For more verbose logging from OpenClaw itself, you can increase the global log level. This is particularly useful if your skill isn’t even getting to the point of execution (e.g., an issue with loading the skill itself). Edit your ~/.openclaw/config.json:

{
  "log_level": "DEBUG",
  "skills_directory": "~/.openclaw/skills"
}

Restart OpenClaw after making this change. Then, monitor the main OpenClaw logs:

openclaw logs --follow

This will show you much more detail about skill loading, dependency installation attempts, and execution commands. A common non-obvious issue here is a failed dependency installation. If pip install -r requirements.txt fails silently, your skill will still load but crash immediately on import. The DEBUG logs will often reveal the exact pip error.

Reproducing the Environment Locally

The most effective way to debug deeply is to replicate OpenClaw’s execution environment as closely as possible outside of OpenClaw.
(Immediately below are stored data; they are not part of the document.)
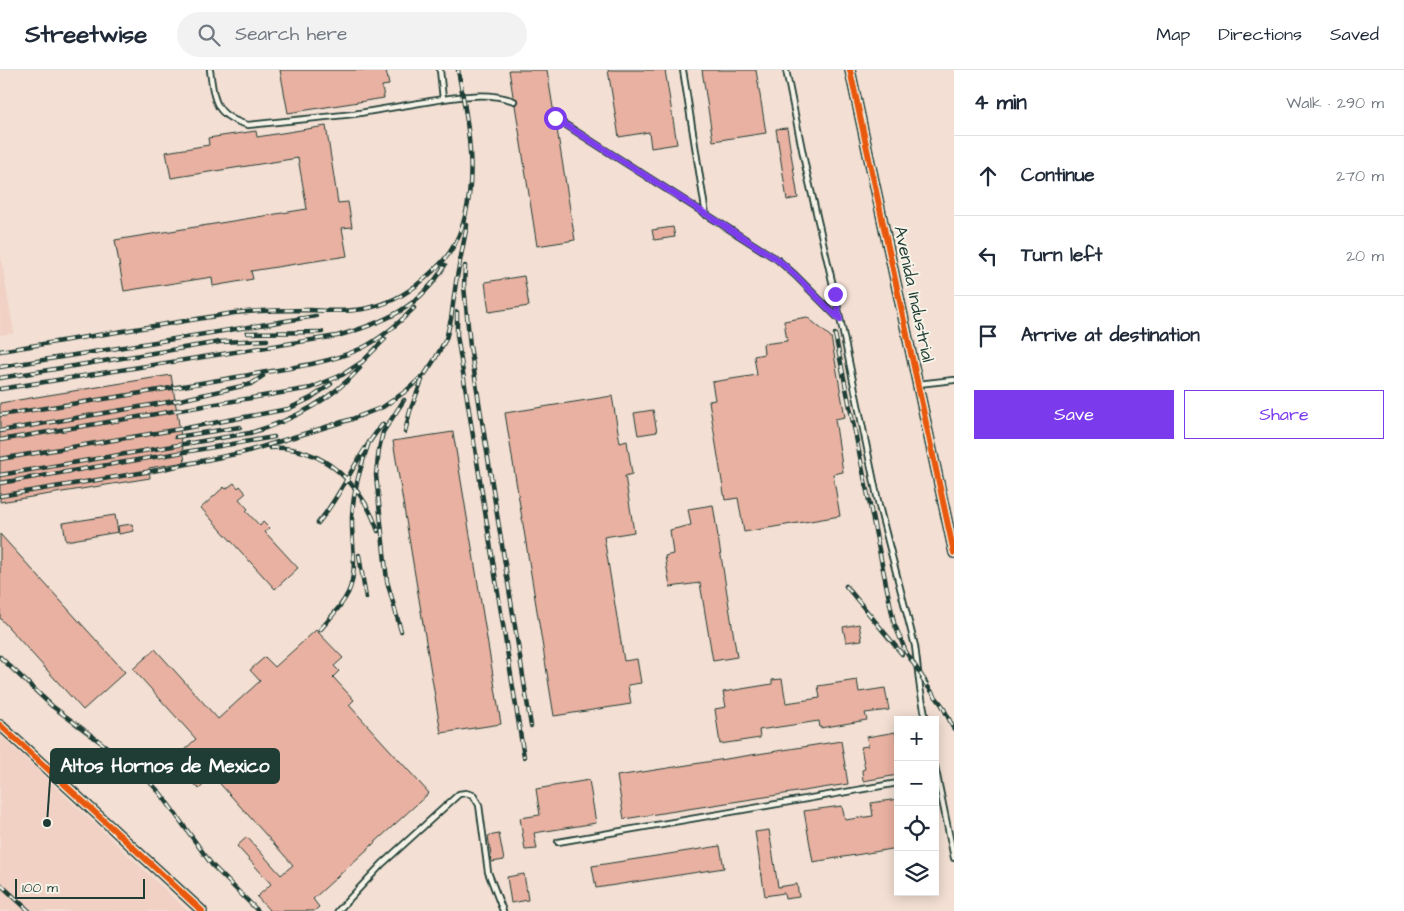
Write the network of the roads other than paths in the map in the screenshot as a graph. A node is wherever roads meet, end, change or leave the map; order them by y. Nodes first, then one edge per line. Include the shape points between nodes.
1 (210, 70) edge
2 (440, 70) edge
3 (683, 70) edge
4 (786, 70) edge
5 (850, 70) edge
6 (443, 99) junction
7 (514, 101) dead end
8 (555, 118) dead end
9 (706, 216) junction
10 (840, 320) junction
11 (954, 380) edge
12 (918, 384) junction
13 (954, 553) edge
14 (925, 716) edge
15 (0, 725) edge
16 (894, 784) edge
17 (939, 790) edge
18 (558, 842) dead end
19 (954, 858) edge
20 (202, 911) edge
21 (338, 911) edge
22 (503, 911) edge

1 - 6 lane via 213,90 225,116 248,125 354,114
2 - 6 lane
3 - 9 lane
4 - 10 lane
5 - 12 street, Avenida Industrial
6 - 7 lane via 487,95
8 - 9 lane
9 - 10 lane via 778,260
10 - 14 lane via 879,506 915,646
11 - 12 lane
12 - 13 street, Avenida Industrial
15 - 20 street
16 - 18 lane
17 - 19 lane
21 - 22 lane via 382,864 459,794 466,793 473,794 479,805 488,872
This involves manually running your skill’s entrypoint from the same working directory and with similar environment variables.

First, navigate to your skill’s directory:

cd ~/.openclaw/skills/my_failing_skill

Next, try to execute your entrypoint directly. If your skill.yaml specifies python3 main.py, run:

python3 main.py arg1 arg2 # replace arg1/arg2 with actual skill inputs if known

If your skill relies on environment variables that OpenClaw might set (e.g., API keys passed via skill configuration), you’ll need to simulate those. For example, if your skill expects OPENCLAW_API_KEY, you would run:

OPENCLAW_API_KEY="sk-..." python3 main.py

This direct execution will often reveal errors that were previously swallowed or difficult to trace through OpenClaw’s logs. The non-obvious insight here is to pay attention to the user running the process. OpenClaw typically runs as the user who started it, but if you’re running it as a systemd service, it might run under a different user with limited permissions. Check the file permissions in your skill directory (ls -l) and ensure the user running OpenClaw has read/execute access.
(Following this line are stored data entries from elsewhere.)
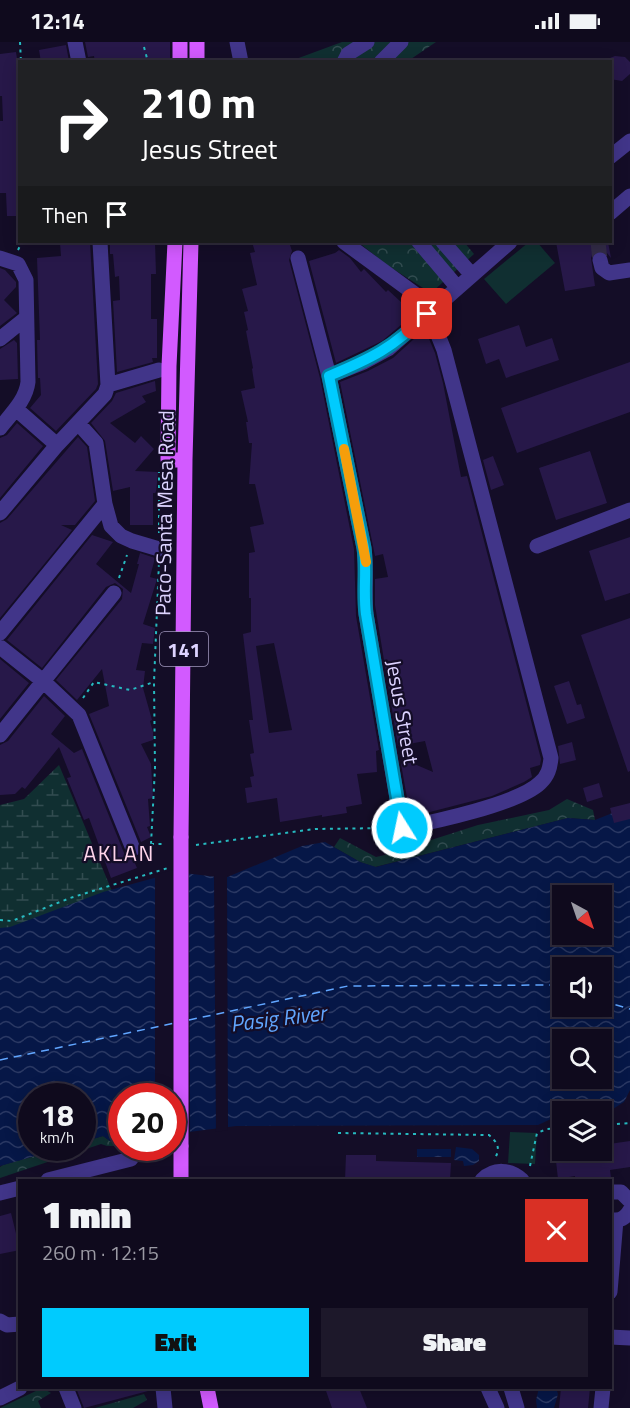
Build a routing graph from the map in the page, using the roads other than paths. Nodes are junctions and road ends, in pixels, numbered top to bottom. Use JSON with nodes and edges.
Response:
{"nodes":[{"id":1,"x":75,"y":42,"type":"edge"},
{"id":2,"x":180,"y":42,"type":"edge"},
{"id":3,"x":197,"y":42,"type":"edge"},
{"id":4,"x":237,"y":42,"type":"edge"},
{"id":5,"x":367,"y":42,"type":"edge"},
{"id":6,"x":401,"y":42,"type":"edge"},
{"id":7,"x":79,"y":60,"type":"edge"},
{"id":8,"x":180,"y":60,"type":"edge"},
{"id":9,"x":197,"y":60,"type":"edge"},
{"id":10,"x":240,"y":60,"type":"edge"},
{"id":11,"x":345,"y":60,"type":"edge"},
{"id":12,"x":383,"y":60,"type":"edge"},
{"id":13,"x":630,"y":141,"type":"edge"},
{"id":14,"x":612,"y":155,"type":"edge"},
{"id":15,"x":630,"y":196,"type":"edge"},
{"id":16,"x":612,"y":211,"type":"edge"},
{"id":17,"x":100,"y":243,"type":"edge"},
{"id":18,"x":175,"y":243,"type":"edge"},
{"id":19,"x":191,"y":243,"type":"edge"},
{"id":20,"x":345,"y":243,"type":"edge"},
{"id":21,"x":420,"y":243,"type":"edge"},
{"id":22,"x":444,"y":243,"type":"edge"},
{"id":23,"x":509,"y":243,"type":"edge"},
{"id":24,"x":298,"y":258,"type":"dead end"},
{"id":25,"x":600,"y":260,"type":"dead end"},
{"id":26,"x":2,"y":261,"type":"edge"},
{"id":27,"x":630,"y":270,"type":"edge"},
{"id":28,"x":471,"y":274,"type":"junction"},
{"id":29,"x":457,"y":287,"type":"junction"},
{"id":30,"x":430,"y":311,"type":"junction"},
{"id":31,"x":26,"y":318,"type":"junction"},
{"id":32,"x":0,"y":339,"type":"edge"},
{"id":33,"x":159,"y":370,"type":"dead end"},
{"id":34,"x":329,"y":376,"type":"junction"},
{"id":35,"x":108,"y":385,"type":"junction"},
{"id":36,"x":16,"y":409,"type":"junction"},
{"id":37,"x":78,"y":423,"type":"junction"},
{"id":38,"x":0,"y":428,"type":"edge"},
{"id":39,"x":57,"y":445,"type":"junction"},
{"id":40,"x":185,"y":460,"type":"junction"},
{"id":41,"x":105,"y":504,"type":"junction"},
{"id":42,"x":630,"y":510,"type":"edge"},
{"id":43,"x":0,"y":513,"type":"edge"},
{"id":44,"x":537,"y":546,"type":"dead end"},
{"id":45,"x":159,"y":549,"type":"dead end"},
{"id":46,"x":114,"y":593,"type":"road end"},
{"id":47,"x":0,"y":633,"type":"edge"},
{"id":48,"x":0,"y":647,"type":"edge"},
{"id":49,"x":43,"y":681,"type":"junction"},
{"id":50,"x":0,"y":735,"type":"edge"},
{"id":51,"x":133,"y":849,"type":"road end"},
{"id":52,"x":123,"y":1161,"type":"edge"},
{"id":53,"x":525,"y":1176,"type":"edge"},
{"id":54,"x":52,"y":1179,"type":"edge"},
{"id":55,"x":182,"y":1179,"type":"edge"},
{"id":56,"x":484,"y":1179,"type":"edge"},
{"id":57,"x":18,"y":1188,"type":"edge"},
{"id":58,"x":612,"y":1192,"type":"edge"},
{"id":59,"x":0,"y":1193,"type":"edge"},
{"id":60,"x":630,"y":1201,"type":"edge"},
{"id":61,"x":630,"y":1210,"type":"edge"},
{"id":62,"x":613,"y":1220,"type":"edge"},
{"id":63,"x":612,"y":1244,"type":"edge"},
{"id":64,"x":0,"y":1321,"type":"edge"},
{"id":65,"x":18,"y":1324,"type":"edge"},
{"id":66,"x":612,"y":1338,"type":"edge"},
{"id":67,"x":630,"y":1338,"type":"edge"},
{"id":68,"x":18,"y":1389,"type":"edge"},
{"id":69,"x":66,"y":1389,"type":"edge"},
{"id":70,"x":163,"y":1389,"type":"edge"},
{"id":71,"x":207,"y":1389,"type":"edge"},
{"id":72,"x":488,"y":1389,"type":"edge"},
{"id":73,"x":511,"y":1389,"type":"edge"},
{"id":74,"x":603,"y":1389,"type":"edge"},
{"id":75,"x":0,"y":1398,"type":"edge"},
{"id":76,"x":74,"y":1408,"type":"edge"},
{"id":77,"x":165,"y":1408,"type":"edge"},
{"id":78,"x":212,"y":1408,"type":"edge"},
{"id":79,"x":497,"y":1408,"type":"edge"},
{"id":80,"x":517,"y":1408,"type":"edge"},
{"id":81,"x":601,"y":1408,"type":"edge"}],
"edges":[{"from":1,"to":7,"type":"street"},
{"from":2,"to":8,"type":"main road"},
{"from":3,"to":9,"type":"main road"},
{"from":4,"to":10,"type":"street"},
{"from":5,"to":11,"type":"street"},
{"from":6,"to":12,"type":"street"},
{"from":13,"to":14,"type":"street"},
{"from":15,"to":16,"type":"street"},
{"from":17,"to":35,"type":"street"},
{"from":18,"to":40,"type":"main road","name":"Paco-Santa Mesa Road"},
{"from":19,"to":40,"type":"main road","name":"Paco-Santa Mesa Road","number":"141"},
{"from":20,"to":30,"type":"street"},
{"from":21,"to":29,"type":"street"},
{"from":22,"to":28,"type":"street"},
{"from":23,"to":28,"type":"street"},
{"from":24,"to":34,"type":"street","name":"Jesus Street"},
{"from":25,"to":27,"type":"street"},
{"from":26,"to":31,"type":"street"},
{"from":28,"to":29,"type":"street"},
{"from":29,"to":30,"type":"street"},
{"from":30,"to":34,"type":"street"},
{"from":30,"to":34,"type":"street","name":"Jesus Street"},
{"from":31,"to":32,"type":"street"},
{"from":31,"to":36,"type":"street"},
{"from":33,"to":35,"type":"street"},
{"from":35,"to":37,"type":"street"},
{"from":36,"to":38,"type":"street"},
{"from":36,"to":39,"type":"street"},
{"from":37,"to":39,"type":"street"},
{"from":37,"to":41,"type":"street"},
{"from":39,"to":43,"type":"street"},
{"from":40,"to":55,"type":"main road","name":"Paco-Santa Mesa Road","number":"141","bridge":true},
{"from":41,"to":45,"type":"street"},
{"from":41,"to":47,"type":"street"},
{"from":42,"to":44,"type":"street"},
{"from":46,"to":49,"type":"street"},
{"from":48,"to":49,"type":"street"},
{"from":49,"to":50,"type":"street"},
{"from":49,"to":51,"type":"street"},
{"from":52,"to":54,"type":"street"},
{"from":53,"to":56,"type":"street"},
{"from":57,"to":59,"type":"street"},
{"from":58,"to":60,"type":"street"},
{"from":61,"to":62,"type":"street"},
{"from":62,"to":63,"type":"street"},
{"from":64,"to":65,"type":"street"},
{"from":66,"to":67,"type":"street"},
{"from":68,"to":75,"type":"street"},
{"from":69,"to":76,"type":"street"},
{"from":70,"to":77,"type":"street"},
{"from":71,"to":78,"type":"main road"},
{"from":72,"to":79,"type":"street"},
{"from":73,"to":80,"type":"street"},
{"from":74,"to":81,"type":"street"}]}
For Python skills, consider adding explicit print statements throughout your code, especially at the beginning of functions, and before and after critical operations. These print statements will show up in openclaw logs --skill my_failing_skill and can help pinpoint exactly where the execution flow breaks down.

Advanced Techniques: Using a Debugger and Test Frameworks

For very complex skills, direct local execution might not be enough. If your skill is a Python application, you can integrate a debugger. Modify your main.py to include a breakpoint or use a debugger like pdb:

# main.py
import pdb

def my_skill_function():
    # ... some code ...
    pdb.set_trace() # Execution will pause here
    # ... more code ...

if __name__ == "__main__":
    my_skill_function()

When you run this skill locally (python3 main.py), it will drop into a debugger prompt, allowing you to inspect variables and step through code. This won’t work directly within OpenClaw’s non-interactive environment, but it’s invaluable for isolating the problematic code path locally. The limitation here is that this technique is primarily for local debugging and can’t be used for live debugging within the OpenClaw runtime directly without significant effort to attach a remote debugger.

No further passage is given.